Lack of Applications

But the real problem with the KIN was that Microsoft was launching a new phone platform in 2010 without any application marketplace - it didn't make sense.

Microsoft promised application support eventually, and even suggested that Windows Phone 7's marketplace would eventually merge with the KIN's. Of course, the reality is that the KIN had no future in a WP7 dominated roadmap.

Browser

The KIN's browser felt speedier than Internet Explorer on Windows Mobile ever felt, but still feels an order of magnitude slower than any other mobile browser. Though all of the sites I visit on a regular basis render perfectly, the KIN web browser did abysmally poorly at all the browser standards tests:

 
That's not the end of the day for the browsing experience, especially since I never encountered any pages that rendered blatantly wrong. What is killer, however, is only being able to have one page open at a time. There's no support for multiple pages of any kind - no multiple windows, tabs, or anything.
 

In addition, there's no settings panel for the entire browser to clear cache, cookies, or history. It's the barest of barebones web browsers out there, and while it got the job done, abstracted far too much away from the user.
 
Unique UI
 
If you're interested, I've put together a gallery with all of the KIN's settings pages and as much of the user interface as I was going to document in the original review. There's a lot inside there. It's a last testament of sorts to what will otherwise be a quickly forgotten, if colorful UI.
 


Final Words

The reality is that the KIN launched too close to WP7 to be relevant, and too late in the game to be avant garde. Even if Microsoft had kept the platform going, it likely would've required a separate marketplace and different subset of applications. The truth is that Microsoft needs to focus all its resources and and efforts on successful WP7 launch, and build out a Windows Phone 7 Lite device after the core is established. There's a market for devices that are priced like featurephones, but deliver features they can't. Even if the KIN didn't succeed, there surely will be other devices that will if the price is right.

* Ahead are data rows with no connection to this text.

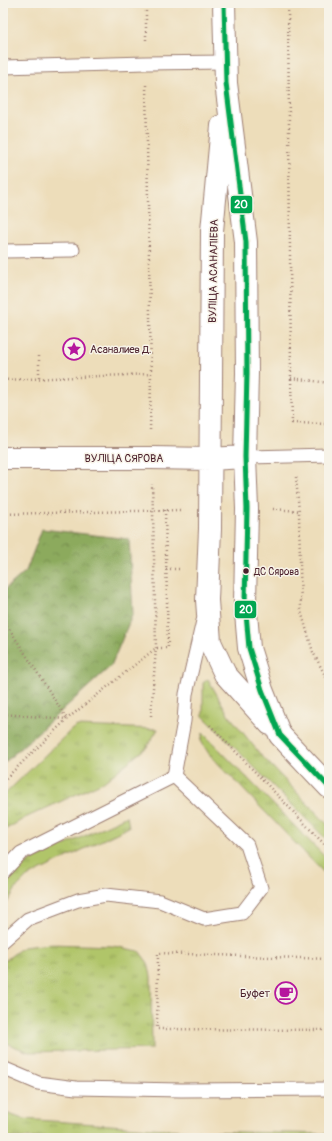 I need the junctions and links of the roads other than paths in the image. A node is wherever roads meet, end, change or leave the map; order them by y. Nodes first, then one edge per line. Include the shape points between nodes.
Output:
1 (224, 3) edge
2 (3, 68) edge
3 (226, 72) junction
4 (73, 250) dead end
5 (3, 251) edge
6 (329, 455) edge
7 (245, 457) junction
8 (3, 458) edge
9 (210, 459) junction
10 (207, 600) junction
11 (280, 735) junction
12 (174, 776) junction
13 (329, 787) edge
14 (3, 872) edge
15 (3, 941) edge
16 (3, 1067) edge
17 (329, 1089) edge

1 - 3 main road, ВУЛІЦА АСАНАЛІЕВА
2 - 3 lane via 146,63
3 - 7 main road, ВУЛІЦА АСАНАЛІЕВА via 246,242
3 - 9 main road, ВУЛІЦА АСАНАЛІЕВА via 212,231
4 - 5 lane
6 - 7 lane
7 - 9 main road, ВУЛІЦА СЯРОВА
7 - 11 main road, ВУЛІЦА АСАНАЛІЕВА via 245,602 249,648
8 - 9 main road, ВУЛІЦА СЯРОВА
9 - 10 main road, ВУЛІЦА АСАНАЛІЕВА
10 - 11 main road, ВУЛІЦА АСАНАЛІЕВА via 210,642 225,674
10 - 12 lane via 186,694
11 - 13 main road, ВУЛІЦА АСАНАЛІЕВА
12 - 14 lane via 21,853
12 - 15 lane via 247,845 261,888 242,913 204,919 160,901 106,895 78,900 28,919
16 - 17 lane via 38,1083 76,1088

What's unique about KIN remains its unprecedented level of cloud integration. The KIN gave us a brief glimpse of the future of mobile integration with the cloud. Even if the platform itself failed, the KIN's cloud centric data storage and backup model remains the best out there. Android implements a number of similar features, but none of them come close to the level of integration Microsoft pulled off with KIN. Truly smart smartphones should be able to stand on their own - without a desktop they need to be nightly tethered to, synced with, or used to pull photos off.

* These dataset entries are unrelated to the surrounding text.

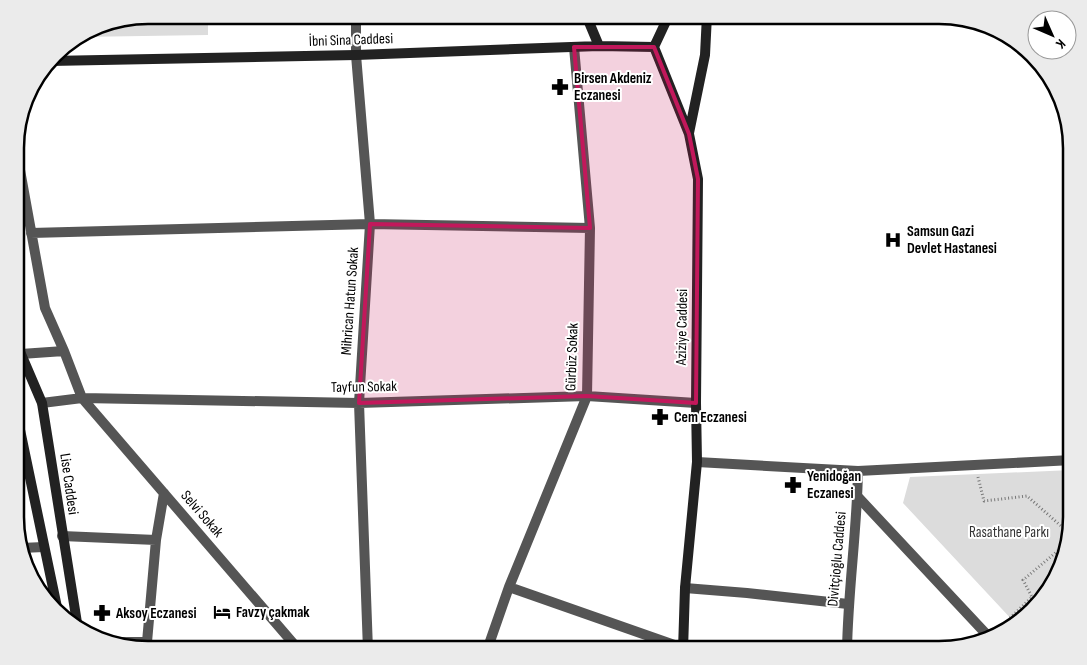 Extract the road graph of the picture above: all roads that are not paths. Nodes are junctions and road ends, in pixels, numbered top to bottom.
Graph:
1 (356, 24) edge
2 (590, 24) edge
3 (665, 24) edge
4 (707, 24) edge
5 (599, 46) junction
6 (574, 47) junction
7 (654, 47) junction
8 (356, 55) junction
9 (58, 62) edge
10 (689, 134) junction
11 (24, 193) edge
12 (370, 224) junction
13 (590, 228) junction
14 (31, 233) junction
15 (24, 351) edge
16 (64, 351) junction
17 (24, 364) edge
18 (587, 396) junction
19 (82, 398) junction
20 (42, 402) junction
21 (696, 402) junction
22 (359, 403) junction
23 (24, 449) edge
24 (1063, 460) edge
25 (697, 462) junction
26 (858, 471) junction
27 (164, 492) junction
28 (858, 497) junction
29 (62, 536) junction
30 (156, 540) junction
31 (44, 547) junction
32 (28, 548) edge
33 (509, 586) junction
34 (684, 588) junction
35 (56, 601) edge
36 (848, 604) junction
37 (76, 618) edge
38 (984, 633) edge
39 (147, 641) edge
40 (291, 641) edge
41 (368, 641) edge
42 (490, 641) edge
43 (661, 641) edge
44 (683, 641) edge
45 (847, 641) edge

1 - 8 street, Mihrican Hatun Sokak
2 - 5 main road
3 - 7 main road
4 - 10 main road
5 - 6 main road, İbni Sina Caddesi
5 - 7 main road, İbni Sina Caddesi
6 - 8 main road, İbni Sina Caddesi
6 - 13 street, Gürbüz Sokak
7 - 10 main road, Aziziye Caddesi
8 - 9 main road, İbni Sina Caddesi
8 - 12 street, Mihrican Hatun Sokak
10 - 21 main road, Aziziye Caddesi
11 - 14 street
12 - 13 street
12 - 14 street
12 - 22 street, Mihrican Hatun Sokak
13 - 18 street, Gürbüz Sokak
14 - 16 street
15 - 16 street
16 - 19 street
17 - 20 main road, Lise Caddesi
18 - 21 street, Tayfun Sokak
18 - 22 street, Tayfun Sokak
18 - 33 street, Gürbüz Sokak
19 - 20 street, Tayfun Sokak
19 - 22 street, Tayfun Sokak
19 - 27 street, Selvi Sokak
20 - 29 main road, Lise Caddesi
21 - 25 main road, Aziziye Caddesi
22 - 41 street, Mihrican Hatun Sokak
23 - 31 main road
24 - 26 street
25 - 26 street
25 - 34 main road, Aziziye Caddesi
26 - 28 street, Divitçioğlu Caddesi
27 - 30 street
27 - 40 street, Selvi Sokak
28 - 36 street, Divitçioğlu Caddesi
28 - 38 street
29 - 30 street
29 - 37 main road, Lise Caddesi
30 - 39 street
31 - 32 street
31 - 35 main road
33 - 42 street, Gürbüz Sokak
33 - 43 street
34 - 36 street
34 - 44 main road, Aziziye Caddesi
36 - 45 street, Divitçioğlu Caddesi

Even though the KIN were yanked from the market under 3 months after launch, they weren't the abject failures that some have made them out to be. In fact, the competition would do wise to borrow concepts like the KIN Studio and build their own background sync services. The ideal smartphone OS is still floating around out there somewhere, waiting to be realized. Combine iOS' polish, speed, and battery life, Android's open marketplace, flash support, and customizability, WebOS's card multitasking model, beautiful UI, and finally KIN's level of cloud integration, and we might just have it.